Exercise goal: Reproduce all entries precisely, down to the last character.

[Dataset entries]
=-=-=
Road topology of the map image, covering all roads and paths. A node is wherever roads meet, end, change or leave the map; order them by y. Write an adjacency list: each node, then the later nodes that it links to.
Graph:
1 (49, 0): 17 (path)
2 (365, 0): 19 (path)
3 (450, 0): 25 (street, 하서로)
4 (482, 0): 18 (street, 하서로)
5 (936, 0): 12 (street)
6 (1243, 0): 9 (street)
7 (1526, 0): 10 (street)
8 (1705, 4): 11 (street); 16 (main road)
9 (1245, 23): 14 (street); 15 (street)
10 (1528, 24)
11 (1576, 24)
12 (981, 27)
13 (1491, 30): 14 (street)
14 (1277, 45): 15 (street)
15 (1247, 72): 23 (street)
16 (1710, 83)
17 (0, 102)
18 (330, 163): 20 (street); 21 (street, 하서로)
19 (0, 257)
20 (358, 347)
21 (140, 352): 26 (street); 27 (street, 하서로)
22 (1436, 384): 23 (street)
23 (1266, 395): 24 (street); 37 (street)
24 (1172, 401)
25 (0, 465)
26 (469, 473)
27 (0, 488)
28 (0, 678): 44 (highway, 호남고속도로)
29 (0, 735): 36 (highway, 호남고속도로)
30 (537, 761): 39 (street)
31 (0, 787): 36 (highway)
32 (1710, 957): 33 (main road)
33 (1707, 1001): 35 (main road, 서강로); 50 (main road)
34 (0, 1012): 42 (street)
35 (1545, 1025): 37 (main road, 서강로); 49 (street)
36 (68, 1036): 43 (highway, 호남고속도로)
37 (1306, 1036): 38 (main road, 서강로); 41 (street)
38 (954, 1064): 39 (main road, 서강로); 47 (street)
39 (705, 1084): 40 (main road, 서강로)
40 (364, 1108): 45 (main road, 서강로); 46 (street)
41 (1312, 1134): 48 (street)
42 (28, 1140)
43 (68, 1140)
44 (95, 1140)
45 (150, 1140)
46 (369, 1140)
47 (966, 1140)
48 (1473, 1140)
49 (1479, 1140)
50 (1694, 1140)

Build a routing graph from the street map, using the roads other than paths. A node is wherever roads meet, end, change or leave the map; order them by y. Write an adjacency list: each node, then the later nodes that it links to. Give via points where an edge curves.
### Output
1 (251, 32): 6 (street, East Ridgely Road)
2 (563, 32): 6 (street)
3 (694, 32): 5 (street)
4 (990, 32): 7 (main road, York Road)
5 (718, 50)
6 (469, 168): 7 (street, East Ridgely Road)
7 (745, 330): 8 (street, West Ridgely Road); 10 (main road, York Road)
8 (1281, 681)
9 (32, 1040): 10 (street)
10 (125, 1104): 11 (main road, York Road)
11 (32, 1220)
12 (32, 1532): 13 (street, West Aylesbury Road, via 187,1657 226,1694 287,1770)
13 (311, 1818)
=-=-=
Output below:
Road topology of the map image, covering all roads and paths. A node is wherever roads meet, end, change or leave the map; order them by y. Write an adjacency list: each node, then the later nodes that it links to.
Graph:
1 (49, 0): 17 (path)
2 (365, 0): 19 (path)
3 (450, 0): 25 (street, 하서로)
4 (482, 0): 18 (street, 하서로)
5 (936, 0): 12 (street)
6 (1243, 0): 9 (street)
7 (1526, 0): 10 (street)
8 (1705, 4): 11 (street); 16 (main road)
9 (1245, 23): 14 (street); 15 (street)
10 (1528, 24)
11 (1576, 24)
12 (981, 27)
13 (1491, 30): 14 (street)
14 (1277, 45): 15 (street)
15 (1247, 72): 23 (street)
16 (1710, 83)
17 (0, 102)
18 (330, 163): 20 (street); 21 (street, 하서로)
19 (0, 257)
20 (358, 347)
21 (140, 352): 26 (street); 27 (street, 하서로)
22 (1436, 384): 23 (street)
23 (1266, 395): 24 (street); 37 (street)
24 (1172, 401)
25 (0, 465)
26 (469, 473)
27 (0, 488)
28 (0, 678): 44 (highway, 호남고속도로)
29 (0, 735): 36 (highway, 호남고속도로)
30 (537, 761): 39 (street)
31 (0, 787): 36 (highway)
32 (1710, 957): 33 (main road)
33 (1707, 1001): 35 (main road, 서강로); 50 (main road)
34 (0, 1012): 42 (street)
35 (1545, 1025): 37 (main road, 서강로); 49 (street)
36 (68, 1036): 43 (highway, 호남고속도로)
37 (1306, 1036): 38 (main road, 서강로); 41 (street)
38 (954, 1064): 39 (main road, 서강로); 47 (street)
39 (705, 1084): 40 (main road, 서강로)
40 (364, 1108): 45 (main road, 서강로); 46 (street)
41 (1312, 1134): 48 (street)
42 (28, 1140)
43 (68, 1140)
44 (95, 1140)
45 (150, 1140)
46 (369, 1140)
47 (966, 1140)
48 (1473, 1140)
49 (1479, 1140)
50 (1694, 1140)

Build a routing graph from the street map, using the roads other than paths. A node is wherever roads meet, end, change or leave the map; order them by y. Write an adjacency list: each node, then the later nodes that it links to. Give via points where an edge curves.
### Output
1 (251, 32): 6 (street, East Ridgely Road)
2 (563, 32): 6 (street)
3 (694, 32): 5 (street)
4 (990, 32): 7 (main road, York Road)
5 (718, 50)
6 (469, 168): 7 (street, East Ridgely Road)
7 (745, 330): 8 (street, West Ridgely Road); 10 (main road, York Road)
8 (1281, 681)
9 (32, 1040): 10 (street)
10 (125, 1104): 11 (main road, York Road)
11 (32, 1220)
12 (32, 1532): 13 (street, West Aylesbury Road, via 187,1657 226,1694 287,1770)
13 (311, 1818)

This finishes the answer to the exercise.